Spraying catheters allow the most controlled and precise application of the dye as a fine mist onto the GIT surface. The amount of staining solution required depends on the surface area to be stained. The endoscope should be slowly withdrawn, while the endoscope tip (with a 1–2 cm protruding spraying catheter) is directed in spiral movements onto the mucosa and simultaneously, the dye is sprayed continuously. In a stepwise manner, segments of approximately 20 cm should be stained each time and then carefully inspected. Special caution should be exercised whilst staining the upper oesophagus, due to the risk of aspiration.

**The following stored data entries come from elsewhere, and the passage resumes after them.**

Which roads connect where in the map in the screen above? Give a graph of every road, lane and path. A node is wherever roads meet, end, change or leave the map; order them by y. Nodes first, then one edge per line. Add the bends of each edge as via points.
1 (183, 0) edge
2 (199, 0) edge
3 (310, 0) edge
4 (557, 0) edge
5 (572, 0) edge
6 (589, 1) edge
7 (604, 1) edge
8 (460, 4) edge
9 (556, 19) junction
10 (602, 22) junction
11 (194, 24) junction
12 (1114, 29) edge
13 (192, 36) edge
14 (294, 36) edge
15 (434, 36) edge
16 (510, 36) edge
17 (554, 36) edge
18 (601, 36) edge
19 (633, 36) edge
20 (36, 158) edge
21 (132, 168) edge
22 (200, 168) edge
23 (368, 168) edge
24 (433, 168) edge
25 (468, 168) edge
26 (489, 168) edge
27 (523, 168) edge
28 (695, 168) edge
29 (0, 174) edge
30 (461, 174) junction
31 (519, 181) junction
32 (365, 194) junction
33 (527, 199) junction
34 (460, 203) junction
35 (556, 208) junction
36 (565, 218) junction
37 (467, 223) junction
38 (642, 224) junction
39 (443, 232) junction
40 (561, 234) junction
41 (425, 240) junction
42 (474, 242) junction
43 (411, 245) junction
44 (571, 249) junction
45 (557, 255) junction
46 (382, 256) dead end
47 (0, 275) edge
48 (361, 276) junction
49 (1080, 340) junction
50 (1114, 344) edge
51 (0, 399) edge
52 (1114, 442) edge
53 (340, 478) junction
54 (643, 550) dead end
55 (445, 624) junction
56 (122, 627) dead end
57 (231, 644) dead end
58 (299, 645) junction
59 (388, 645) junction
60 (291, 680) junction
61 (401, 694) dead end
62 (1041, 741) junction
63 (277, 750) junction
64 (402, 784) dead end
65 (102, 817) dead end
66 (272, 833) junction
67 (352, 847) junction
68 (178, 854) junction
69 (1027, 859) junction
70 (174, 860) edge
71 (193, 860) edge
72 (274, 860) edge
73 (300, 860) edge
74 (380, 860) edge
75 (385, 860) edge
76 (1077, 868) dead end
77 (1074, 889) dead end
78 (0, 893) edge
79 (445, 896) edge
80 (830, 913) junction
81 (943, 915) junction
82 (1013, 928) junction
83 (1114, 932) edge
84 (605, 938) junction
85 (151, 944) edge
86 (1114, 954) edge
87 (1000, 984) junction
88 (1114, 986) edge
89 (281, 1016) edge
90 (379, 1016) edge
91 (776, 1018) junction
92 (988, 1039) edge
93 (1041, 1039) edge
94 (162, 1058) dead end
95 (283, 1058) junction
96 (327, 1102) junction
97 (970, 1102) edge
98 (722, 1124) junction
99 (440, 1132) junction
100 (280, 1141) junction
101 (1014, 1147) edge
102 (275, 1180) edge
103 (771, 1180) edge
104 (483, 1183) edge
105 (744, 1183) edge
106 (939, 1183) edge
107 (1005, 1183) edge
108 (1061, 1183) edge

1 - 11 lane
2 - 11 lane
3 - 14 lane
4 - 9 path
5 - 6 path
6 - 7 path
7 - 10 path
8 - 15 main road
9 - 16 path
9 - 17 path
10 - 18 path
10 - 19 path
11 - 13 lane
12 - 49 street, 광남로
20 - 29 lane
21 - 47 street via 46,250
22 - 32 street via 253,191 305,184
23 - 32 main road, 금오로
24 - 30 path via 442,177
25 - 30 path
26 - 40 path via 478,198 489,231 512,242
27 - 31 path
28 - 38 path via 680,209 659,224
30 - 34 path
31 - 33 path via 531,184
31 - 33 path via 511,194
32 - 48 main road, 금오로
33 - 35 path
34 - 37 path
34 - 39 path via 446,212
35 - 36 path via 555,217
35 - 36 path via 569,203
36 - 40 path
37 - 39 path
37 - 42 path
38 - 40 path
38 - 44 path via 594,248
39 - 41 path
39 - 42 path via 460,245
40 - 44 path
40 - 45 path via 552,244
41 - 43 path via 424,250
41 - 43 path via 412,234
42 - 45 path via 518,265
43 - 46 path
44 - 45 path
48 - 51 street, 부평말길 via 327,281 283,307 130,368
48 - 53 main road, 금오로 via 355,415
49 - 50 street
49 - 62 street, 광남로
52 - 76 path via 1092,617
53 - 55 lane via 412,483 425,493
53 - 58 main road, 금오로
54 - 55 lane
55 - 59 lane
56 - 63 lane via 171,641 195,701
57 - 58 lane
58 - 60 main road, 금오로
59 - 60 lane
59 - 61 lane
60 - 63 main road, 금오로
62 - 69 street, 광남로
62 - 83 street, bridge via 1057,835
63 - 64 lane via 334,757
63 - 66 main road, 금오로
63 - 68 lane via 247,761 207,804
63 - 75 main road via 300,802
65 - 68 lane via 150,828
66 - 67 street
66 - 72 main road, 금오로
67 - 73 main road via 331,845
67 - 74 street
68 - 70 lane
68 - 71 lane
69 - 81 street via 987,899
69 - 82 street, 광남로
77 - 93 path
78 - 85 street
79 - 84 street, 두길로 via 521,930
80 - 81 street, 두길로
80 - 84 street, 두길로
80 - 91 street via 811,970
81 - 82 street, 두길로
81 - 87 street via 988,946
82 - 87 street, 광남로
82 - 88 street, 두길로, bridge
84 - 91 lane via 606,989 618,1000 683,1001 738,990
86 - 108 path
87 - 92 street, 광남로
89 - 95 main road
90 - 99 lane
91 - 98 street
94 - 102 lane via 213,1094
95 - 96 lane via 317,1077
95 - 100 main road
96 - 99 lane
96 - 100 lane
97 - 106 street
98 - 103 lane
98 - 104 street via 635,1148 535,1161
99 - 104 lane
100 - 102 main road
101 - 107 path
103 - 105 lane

In addition, a foot pump can be useful in some cases, such as for pancolonic dye spraying in patients with inflammatory bowel disease (IBD).
In colonoscopy, good bowel preparation is critical; the use of spasmolytic agents such as scopolamine or glucagon can be used to avoid bowel peristalsis and an uneven distribution of the dye in some cases.
The use of chromoendoscopy has demonstrated good diagnostic yield in the evaluation of dysplastic lesions in Barrett’s oesophagus (BO) and oesophageal adenocarcinoma by facilitating targeted biopsies of suspicious areas (3-5). It also plays a key role in gastric metaplasia and adenocarcinoma, as well as in the colon particularly in patients with chronic colitis (6-8). Over the years, the introduction and adoption of ´virtual´ or electronic chromoendoscopy has rendered dye-based chromoendoscopy less relevant in day-to-day clinical practise. Virtual chromoendoscopy is technically less cumbersome, easier to apply and saves time (9,10). Nevertheless, chromoendoscopy still plays a major role in several conditions.
Classification of stains
Dyes used in chromoendoscopy have a transient effect. With the exclusion of known prior allergic reactions, these dyes are generally safe (11) Traditionally, they can be classified into three distinct types based on their staining properties.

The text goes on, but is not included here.